WHAT IS EXPECTED:
Which lines below fall between the one containing "Quick job: Dump" and the one containing "Quick job: Build"? Repeat them exactly, counting both of those lines, and add nothing else.

EXERCISE INPUTS:
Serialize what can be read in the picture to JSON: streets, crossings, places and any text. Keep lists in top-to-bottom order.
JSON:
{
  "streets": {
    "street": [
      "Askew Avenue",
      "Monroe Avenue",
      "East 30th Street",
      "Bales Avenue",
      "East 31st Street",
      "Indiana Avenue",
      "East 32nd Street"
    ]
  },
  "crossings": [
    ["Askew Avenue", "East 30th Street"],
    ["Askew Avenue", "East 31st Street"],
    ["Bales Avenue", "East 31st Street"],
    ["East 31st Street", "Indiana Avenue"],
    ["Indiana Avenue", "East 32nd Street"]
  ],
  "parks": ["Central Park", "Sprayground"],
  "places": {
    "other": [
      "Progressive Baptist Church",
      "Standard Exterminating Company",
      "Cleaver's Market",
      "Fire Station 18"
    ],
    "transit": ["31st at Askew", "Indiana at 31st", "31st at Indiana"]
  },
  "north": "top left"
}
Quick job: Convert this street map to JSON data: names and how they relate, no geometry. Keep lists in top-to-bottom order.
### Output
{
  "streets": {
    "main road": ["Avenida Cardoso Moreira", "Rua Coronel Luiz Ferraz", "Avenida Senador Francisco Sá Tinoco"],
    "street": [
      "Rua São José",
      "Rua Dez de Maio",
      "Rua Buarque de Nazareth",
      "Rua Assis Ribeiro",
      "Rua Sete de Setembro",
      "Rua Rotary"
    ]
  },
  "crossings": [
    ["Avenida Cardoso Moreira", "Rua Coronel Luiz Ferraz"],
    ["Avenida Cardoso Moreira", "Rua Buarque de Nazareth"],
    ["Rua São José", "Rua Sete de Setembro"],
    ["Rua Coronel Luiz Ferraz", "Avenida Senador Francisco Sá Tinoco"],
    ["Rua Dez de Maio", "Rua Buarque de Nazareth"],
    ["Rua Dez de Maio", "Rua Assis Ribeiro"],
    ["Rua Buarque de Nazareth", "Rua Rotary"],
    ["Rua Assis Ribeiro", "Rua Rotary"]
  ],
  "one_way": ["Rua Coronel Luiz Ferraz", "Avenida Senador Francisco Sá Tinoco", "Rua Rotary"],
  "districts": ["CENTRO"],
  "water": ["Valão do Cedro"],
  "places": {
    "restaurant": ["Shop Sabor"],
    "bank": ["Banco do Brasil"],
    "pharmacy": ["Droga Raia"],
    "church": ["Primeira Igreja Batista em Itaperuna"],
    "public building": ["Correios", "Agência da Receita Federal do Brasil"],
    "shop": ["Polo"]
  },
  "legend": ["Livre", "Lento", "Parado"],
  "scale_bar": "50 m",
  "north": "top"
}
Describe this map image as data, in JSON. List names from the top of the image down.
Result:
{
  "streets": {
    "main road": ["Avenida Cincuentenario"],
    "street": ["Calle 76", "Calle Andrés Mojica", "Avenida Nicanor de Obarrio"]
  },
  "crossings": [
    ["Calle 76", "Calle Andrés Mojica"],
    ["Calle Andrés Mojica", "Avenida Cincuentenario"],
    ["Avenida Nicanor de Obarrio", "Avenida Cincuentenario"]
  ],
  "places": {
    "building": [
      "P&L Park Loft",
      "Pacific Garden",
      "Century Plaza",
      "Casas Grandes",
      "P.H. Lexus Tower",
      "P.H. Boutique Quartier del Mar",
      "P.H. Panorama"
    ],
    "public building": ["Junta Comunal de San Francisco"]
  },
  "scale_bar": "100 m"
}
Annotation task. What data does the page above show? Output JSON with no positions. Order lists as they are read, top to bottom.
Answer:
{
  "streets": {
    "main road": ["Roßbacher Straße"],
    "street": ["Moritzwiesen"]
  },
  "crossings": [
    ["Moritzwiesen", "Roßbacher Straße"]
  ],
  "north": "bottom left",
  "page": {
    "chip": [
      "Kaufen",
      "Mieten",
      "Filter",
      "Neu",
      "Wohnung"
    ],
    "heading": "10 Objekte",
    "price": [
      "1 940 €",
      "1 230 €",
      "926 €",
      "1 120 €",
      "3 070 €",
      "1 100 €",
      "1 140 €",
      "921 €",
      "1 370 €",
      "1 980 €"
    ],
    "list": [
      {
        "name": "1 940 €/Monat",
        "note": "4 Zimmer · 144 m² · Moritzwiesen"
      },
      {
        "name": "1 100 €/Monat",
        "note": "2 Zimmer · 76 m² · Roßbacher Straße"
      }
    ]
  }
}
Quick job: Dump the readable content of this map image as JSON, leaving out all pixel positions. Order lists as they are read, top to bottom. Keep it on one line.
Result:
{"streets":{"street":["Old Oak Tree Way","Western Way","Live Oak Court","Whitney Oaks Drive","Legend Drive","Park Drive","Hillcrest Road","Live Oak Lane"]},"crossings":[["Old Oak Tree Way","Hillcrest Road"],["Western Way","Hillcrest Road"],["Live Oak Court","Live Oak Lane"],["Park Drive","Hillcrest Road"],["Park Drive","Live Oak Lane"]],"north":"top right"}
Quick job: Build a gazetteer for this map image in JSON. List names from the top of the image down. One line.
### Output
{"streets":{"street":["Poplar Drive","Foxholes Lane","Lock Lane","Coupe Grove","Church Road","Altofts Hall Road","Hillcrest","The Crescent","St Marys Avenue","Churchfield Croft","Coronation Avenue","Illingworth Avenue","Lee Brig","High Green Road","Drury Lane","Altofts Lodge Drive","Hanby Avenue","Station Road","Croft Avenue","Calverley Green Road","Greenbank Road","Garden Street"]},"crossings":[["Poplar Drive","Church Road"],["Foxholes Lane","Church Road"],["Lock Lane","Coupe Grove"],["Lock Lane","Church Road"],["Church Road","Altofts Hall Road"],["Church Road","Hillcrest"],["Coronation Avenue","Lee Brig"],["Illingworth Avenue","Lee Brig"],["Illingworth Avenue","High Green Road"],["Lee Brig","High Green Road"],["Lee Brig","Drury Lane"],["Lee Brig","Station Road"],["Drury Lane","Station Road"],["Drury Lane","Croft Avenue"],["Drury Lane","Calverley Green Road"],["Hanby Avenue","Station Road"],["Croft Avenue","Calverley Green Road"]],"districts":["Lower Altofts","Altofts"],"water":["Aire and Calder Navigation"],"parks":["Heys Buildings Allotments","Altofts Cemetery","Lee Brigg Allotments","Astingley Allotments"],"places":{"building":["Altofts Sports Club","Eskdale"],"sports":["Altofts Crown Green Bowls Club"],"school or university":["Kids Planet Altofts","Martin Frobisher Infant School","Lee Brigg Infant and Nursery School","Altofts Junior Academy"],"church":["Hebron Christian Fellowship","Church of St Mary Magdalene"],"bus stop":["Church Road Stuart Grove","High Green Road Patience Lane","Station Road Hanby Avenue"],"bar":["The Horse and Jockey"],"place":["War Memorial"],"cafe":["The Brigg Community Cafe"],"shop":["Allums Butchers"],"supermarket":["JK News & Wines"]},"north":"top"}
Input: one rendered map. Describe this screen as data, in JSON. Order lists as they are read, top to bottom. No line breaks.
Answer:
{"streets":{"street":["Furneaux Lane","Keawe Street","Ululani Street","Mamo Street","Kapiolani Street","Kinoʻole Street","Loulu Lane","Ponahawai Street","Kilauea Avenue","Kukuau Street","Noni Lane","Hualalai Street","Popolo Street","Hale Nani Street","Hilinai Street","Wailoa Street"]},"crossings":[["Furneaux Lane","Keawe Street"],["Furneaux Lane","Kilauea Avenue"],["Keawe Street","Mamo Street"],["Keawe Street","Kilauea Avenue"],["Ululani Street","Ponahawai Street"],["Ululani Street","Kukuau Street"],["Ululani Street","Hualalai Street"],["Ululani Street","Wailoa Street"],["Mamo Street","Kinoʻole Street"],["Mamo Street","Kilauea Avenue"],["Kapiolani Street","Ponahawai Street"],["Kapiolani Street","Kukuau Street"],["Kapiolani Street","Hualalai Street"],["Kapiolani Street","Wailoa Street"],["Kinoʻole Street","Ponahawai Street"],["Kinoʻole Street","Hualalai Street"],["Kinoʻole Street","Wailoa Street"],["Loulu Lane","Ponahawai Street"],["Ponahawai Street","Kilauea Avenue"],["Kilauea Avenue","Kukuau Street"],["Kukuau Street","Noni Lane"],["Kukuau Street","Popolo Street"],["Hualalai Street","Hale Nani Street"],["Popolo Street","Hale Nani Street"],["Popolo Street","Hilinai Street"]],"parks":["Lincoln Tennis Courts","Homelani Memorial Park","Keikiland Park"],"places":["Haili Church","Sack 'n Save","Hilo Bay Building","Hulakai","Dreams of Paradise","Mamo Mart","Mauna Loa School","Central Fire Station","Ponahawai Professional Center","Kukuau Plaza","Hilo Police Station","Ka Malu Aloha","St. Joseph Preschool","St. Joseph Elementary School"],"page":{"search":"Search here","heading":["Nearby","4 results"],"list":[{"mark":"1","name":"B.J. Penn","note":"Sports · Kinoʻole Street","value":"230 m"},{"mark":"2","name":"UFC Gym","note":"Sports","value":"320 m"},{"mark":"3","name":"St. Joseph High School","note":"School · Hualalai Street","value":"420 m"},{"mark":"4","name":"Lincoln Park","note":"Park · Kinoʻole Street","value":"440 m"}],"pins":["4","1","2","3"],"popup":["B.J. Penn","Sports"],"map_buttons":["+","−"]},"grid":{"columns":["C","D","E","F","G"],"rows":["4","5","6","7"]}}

ANSWER TO THIS PROBLEM:
Quick job: Dump the readable content of this map image as JSON, leaving out all pixel positions. Order lists as they are read, top to bottom. Keep it on one line.
Result:
{"streets":{"street":["Old Oak Tree Way","Western Way","Live Oak Court","Whitney Oaks Drive","Legend Drive","Park Drive","Hillcrest Road","Live Oak Lane"]},"crossings":[["Old Oak Tree Way","Hillcrest Road"],["Western Way","Hillcrest Road"],["Live Oak Court","Live Oak Lane"],["Park Drive","Hillcrest Road"],["Park Drive","Live Oak Lane"]],"north":"top right"}
Quick job: Build a gazetteer for this map image in JSON. List names from the top of the image down. One line.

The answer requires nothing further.